Depuis mardi et l'échec des négociations sur une hausse du prix du gaz fourni à la Biélorussie qui devait passer de 46 à 200 $ les 1000 m3, le ton n'a fait que monter, et ce malgré un compromis proposé par les Russes.

Le géant gazier russe, qui ne cache pas convoiter Beltransgaz, a offert à Minsk de payer 105 $ les 1000 m3 de gaz en l'échange de l'acquisition de 50 % de ce maître d'oeuvre du réseau de gazoducs biélorusses.

La crise rappelle le conflit du même genre entre Moscou et Kiev qui avait entraîné en janvier dernier des interruptions de livraisons de gaz en Europe.
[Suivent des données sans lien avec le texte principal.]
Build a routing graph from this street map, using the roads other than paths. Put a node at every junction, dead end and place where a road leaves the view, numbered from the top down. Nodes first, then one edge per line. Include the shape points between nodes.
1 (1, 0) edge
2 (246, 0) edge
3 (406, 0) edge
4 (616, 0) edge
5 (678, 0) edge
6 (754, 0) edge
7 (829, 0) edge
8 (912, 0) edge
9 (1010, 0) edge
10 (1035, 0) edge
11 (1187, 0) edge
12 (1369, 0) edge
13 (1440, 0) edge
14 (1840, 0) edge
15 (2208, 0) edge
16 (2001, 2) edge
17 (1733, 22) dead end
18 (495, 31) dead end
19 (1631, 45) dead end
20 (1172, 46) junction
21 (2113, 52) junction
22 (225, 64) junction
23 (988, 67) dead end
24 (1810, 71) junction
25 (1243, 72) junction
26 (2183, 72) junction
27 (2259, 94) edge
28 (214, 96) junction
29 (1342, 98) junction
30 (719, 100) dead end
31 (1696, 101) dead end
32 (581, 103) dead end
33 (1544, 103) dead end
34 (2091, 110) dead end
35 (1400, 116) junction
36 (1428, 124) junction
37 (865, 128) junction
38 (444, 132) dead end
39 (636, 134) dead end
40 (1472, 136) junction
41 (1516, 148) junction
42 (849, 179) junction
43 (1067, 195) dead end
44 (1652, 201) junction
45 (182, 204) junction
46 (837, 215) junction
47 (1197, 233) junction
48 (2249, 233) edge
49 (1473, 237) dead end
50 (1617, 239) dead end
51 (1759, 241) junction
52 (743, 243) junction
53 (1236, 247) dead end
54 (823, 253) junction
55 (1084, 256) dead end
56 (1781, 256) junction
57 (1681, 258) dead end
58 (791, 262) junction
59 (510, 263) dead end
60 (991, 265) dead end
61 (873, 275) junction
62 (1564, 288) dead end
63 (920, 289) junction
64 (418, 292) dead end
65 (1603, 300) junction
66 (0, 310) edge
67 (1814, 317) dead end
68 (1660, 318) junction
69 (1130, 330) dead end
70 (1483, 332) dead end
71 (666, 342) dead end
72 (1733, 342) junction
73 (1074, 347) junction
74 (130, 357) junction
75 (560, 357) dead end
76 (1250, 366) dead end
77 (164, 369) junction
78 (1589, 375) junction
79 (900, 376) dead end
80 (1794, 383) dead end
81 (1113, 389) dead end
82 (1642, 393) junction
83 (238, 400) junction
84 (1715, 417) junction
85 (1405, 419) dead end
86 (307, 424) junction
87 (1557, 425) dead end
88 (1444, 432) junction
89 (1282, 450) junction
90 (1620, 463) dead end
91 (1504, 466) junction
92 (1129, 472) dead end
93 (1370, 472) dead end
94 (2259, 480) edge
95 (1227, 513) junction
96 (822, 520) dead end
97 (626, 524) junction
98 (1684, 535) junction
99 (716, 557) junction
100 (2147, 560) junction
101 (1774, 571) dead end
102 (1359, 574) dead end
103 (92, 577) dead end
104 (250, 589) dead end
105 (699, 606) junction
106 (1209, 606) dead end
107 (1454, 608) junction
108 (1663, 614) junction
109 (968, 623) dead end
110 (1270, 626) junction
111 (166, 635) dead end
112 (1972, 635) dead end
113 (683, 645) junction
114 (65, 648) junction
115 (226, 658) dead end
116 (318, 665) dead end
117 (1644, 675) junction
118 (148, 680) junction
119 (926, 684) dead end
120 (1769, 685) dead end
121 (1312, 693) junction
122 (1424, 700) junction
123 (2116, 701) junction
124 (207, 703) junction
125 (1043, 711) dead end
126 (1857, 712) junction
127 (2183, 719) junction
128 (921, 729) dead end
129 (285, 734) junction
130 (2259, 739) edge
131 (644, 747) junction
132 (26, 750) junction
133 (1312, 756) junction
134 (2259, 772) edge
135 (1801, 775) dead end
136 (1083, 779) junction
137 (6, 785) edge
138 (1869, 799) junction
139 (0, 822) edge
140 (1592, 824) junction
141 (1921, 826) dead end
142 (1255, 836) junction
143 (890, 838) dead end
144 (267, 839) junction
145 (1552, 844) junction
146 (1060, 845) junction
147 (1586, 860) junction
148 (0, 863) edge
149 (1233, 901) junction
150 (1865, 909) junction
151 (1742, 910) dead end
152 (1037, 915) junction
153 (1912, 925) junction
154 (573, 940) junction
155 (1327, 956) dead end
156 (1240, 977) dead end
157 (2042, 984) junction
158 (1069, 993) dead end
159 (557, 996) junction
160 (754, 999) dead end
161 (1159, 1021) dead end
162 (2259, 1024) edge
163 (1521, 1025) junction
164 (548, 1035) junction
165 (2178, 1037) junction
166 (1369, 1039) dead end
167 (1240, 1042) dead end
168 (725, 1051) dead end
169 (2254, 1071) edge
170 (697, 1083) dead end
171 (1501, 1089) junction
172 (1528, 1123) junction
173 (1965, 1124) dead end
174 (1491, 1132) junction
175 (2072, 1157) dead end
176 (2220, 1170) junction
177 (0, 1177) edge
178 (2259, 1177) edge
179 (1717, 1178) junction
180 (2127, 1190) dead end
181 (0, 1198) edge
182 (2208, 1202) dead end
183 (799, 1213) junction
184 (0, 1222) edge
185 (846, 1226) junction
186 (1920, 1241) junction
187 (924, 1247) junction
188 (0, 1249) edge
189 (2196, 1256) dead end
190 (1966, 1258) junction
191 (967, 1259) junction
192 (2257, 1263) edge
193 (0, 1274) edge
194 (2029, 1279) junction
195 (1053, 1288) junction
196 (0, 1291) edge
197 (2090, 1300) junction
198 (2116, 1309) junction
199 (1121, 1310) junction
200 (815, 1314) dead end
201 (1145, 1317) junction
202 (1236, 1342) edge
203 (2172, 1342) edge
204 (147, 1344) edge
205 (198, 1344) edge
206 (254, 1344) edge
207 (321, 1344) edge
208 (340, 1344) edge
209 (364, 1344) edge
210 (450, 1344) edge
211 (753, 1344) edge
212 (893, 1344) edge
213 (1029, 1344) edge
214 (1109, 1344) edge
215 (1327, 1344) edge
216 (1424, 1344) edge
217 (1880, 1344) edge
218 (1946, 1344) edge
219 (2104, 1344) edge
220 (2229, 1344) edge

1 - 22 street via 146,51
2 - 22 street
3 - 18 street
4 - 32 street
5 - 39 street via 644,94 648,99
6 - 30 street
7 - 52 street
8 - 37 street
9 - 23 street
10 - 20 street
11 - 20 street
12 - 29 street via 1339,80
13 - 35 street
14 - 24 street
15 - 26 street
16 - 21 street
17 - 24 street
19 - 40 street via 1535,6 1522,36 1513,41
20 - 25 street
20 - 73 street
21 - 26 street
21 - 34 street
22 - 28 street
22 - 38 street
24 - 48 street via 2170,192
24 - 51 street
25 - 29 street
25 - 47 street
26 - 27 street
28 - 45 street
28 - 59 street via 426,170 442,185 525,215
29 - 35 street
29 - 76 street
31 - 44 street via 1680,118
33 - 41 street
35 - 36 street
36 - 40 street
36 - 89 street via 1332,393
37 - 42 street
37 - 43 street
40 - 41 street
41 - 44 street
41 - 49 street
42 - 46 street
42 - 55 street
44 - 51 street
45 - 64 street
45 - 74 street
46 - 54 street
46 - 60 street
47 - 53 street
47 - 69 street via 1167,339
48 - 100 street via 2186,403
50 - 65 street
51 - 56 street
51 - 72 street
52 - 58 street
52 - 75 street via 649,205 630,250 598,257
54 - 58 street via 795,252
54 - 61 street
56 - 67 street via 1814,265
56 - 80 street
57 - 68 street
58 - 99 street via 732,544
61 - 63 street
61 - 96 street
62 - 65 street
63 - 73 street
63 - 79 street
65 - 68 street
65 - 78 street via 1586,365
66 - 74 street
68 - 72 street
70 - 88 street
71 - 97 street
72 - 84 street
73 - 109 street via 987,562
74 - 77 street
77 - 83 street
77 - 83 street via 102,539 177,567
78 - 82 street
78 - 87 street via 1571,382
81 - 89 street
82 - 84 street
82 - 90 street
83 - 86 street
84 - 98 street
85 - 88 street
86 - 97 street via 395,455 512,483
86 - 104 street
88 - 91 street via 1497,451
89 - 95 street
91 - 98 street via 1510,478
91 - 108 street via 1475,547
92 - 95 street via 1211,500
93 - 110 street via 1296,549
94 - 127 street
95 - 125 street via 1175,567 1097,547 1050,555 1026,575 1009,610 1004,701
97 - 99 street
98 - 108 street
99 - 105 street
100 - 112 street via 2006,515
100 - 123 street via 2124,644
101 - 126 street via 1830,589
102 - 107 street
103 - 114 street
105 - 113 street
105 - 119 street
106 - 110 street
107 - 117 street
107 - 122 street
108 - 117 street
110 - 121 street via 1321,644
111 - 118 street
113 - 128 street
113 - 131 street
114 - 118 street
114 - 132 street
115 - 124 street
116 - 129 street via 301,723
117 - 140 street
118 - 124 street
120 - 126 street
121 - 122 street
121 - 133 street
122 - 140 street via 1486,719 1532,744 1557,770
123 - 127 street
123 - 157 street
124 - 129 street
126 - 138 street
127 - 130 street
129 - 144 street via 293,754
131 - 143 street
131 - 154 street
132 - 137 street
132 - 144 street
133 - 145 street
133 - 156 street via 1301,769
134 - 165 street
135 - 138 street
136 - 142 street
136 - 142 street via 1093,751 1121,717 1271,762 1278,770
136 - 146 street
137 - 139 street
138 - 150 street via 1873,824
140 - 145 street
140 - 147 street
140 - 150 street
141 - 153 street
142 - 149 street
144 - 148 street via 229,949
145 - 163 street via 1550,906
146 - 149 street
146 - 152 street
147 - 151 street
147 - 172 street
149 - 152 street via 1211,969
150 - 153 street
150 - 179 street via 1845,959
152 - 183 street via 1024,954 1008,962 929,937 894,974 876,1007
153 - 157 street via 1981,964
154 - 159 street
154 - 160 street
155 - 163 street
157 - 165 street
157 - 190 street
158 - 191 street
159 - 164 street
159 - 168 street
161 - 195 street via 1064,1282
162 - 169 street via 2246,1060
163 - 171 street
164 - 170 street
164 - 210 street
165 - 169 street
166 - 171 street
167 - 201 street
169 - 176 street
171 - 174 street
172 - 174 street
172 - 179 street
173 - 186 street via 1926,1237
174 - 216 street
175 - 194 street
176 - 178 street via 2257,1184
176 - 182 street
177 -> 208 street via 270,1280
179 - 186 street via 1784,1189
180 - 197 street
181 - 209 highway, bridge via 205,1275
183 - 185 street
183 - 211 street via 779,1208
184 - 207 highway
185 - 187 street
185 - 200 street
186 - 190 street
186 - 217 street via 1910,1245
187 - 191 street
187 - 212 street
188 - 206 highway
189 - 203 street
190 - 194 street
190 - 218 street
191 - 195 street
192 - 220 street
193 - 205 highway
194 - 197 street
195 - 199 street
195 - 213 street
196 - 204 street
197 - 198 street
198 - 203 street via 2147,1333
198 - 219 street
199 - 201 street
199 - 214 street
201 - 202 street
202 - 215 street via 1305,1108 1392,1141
Mais alors qu'à l'époque, les Européens avaient critiqué le Kremlin et volé au secours de l'Ukraine dirigée par un président pro-occidental, le ton se fait plus mesuré à l'égard Biélorussie qualifié de «dernière dictature d'Europe» par Washington.

Jeudi, le commissaire européen à l'Énergie Andris Piebalgs s'est contenté d'appeler les deux parties à trouver «au plus vite un accord qui ne mette pas en danger le transit du gaz vers l'UE».

Le premier importateur de gaz en Allemagne, EON Ruhrgas, a relativisé l'impact d'une crise éventuelle, indiquant qu'une grande partie du gaz de Gazprom arrivait par l'Ukraine, tandis que le ministre français de l'Industrie, François Loos a souligné de son côté que la France ne devait «pas s'inquiéter», car elle disposait de réserves «suffisantes».